Akpejiori (whose last name is pronounced AHK-peh-jour-ee) has practiced with Graham and with former UM star wide receiver Santana Moss, and also participated in 7-on-7 workouts with current Hurricanes players during the spring and summer.
"At first I was getting jammed a lot," he told reporters Tuesday. "I didn't know how to get a release. But I've been doing pretty well so far. I've been finding myself open a lot. I dropped a few balls, but I think I caught more than I dropped. It's been great."
Akpejiori certainly doesn't lack for confidence.
"I won an ACC championship as a basketball player (in the 2012-13 season), and my goal is to win one as a football player," he told the Palm Beach Post. "One day in the future, they can tell my story as a two-sport athlete at the University of Miami who succeeded at everything he did."

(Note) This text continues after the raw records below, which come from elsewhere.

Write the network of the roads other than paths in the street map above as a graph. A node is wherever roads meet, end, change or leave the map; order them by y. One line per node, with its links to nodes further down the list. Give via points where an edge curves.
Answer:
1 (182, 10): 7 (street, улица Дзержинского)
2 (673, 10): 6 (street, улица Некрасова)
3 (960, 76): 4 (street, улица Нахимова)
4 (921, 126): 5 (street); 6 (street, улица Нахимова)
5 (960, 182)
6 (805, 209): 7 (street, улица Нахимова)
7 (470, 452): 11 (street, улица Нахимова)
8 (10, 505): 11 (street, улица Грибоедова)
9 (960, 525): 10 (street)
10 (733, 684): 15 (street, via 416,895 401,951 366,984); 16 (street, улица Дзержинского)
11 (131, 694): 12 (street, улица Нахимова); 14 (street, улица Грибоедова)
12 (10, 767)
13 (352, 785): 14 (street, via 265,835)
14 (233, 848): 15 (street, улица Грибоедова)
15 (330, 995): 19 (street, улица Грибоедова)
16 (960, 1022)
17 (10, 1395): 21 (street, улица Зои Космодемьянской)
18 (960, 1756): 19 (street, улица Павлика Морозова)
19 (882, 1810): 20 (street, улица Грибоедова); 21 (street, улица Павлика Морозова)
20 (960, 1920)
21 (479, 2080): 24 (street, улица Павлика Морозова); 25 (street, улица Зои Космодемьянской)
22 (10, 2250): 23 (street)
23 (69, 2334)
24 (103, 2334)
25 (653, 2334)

Interestingly, Akpejiori is the second player whose basketball career at UM ended in March to try his hand at football. Erik Swoope (6-5, 220) didn't have any college eligibility left and signed as an undrafted free-agent tight end with the Indianapolis Colts. Colts coach Chuck Pagano praised him Saturday: "For a guy who never played the game, he's picked it up extremely fast. You see the talent level out there on the football field -- the athleticism, the catch radius, the hands."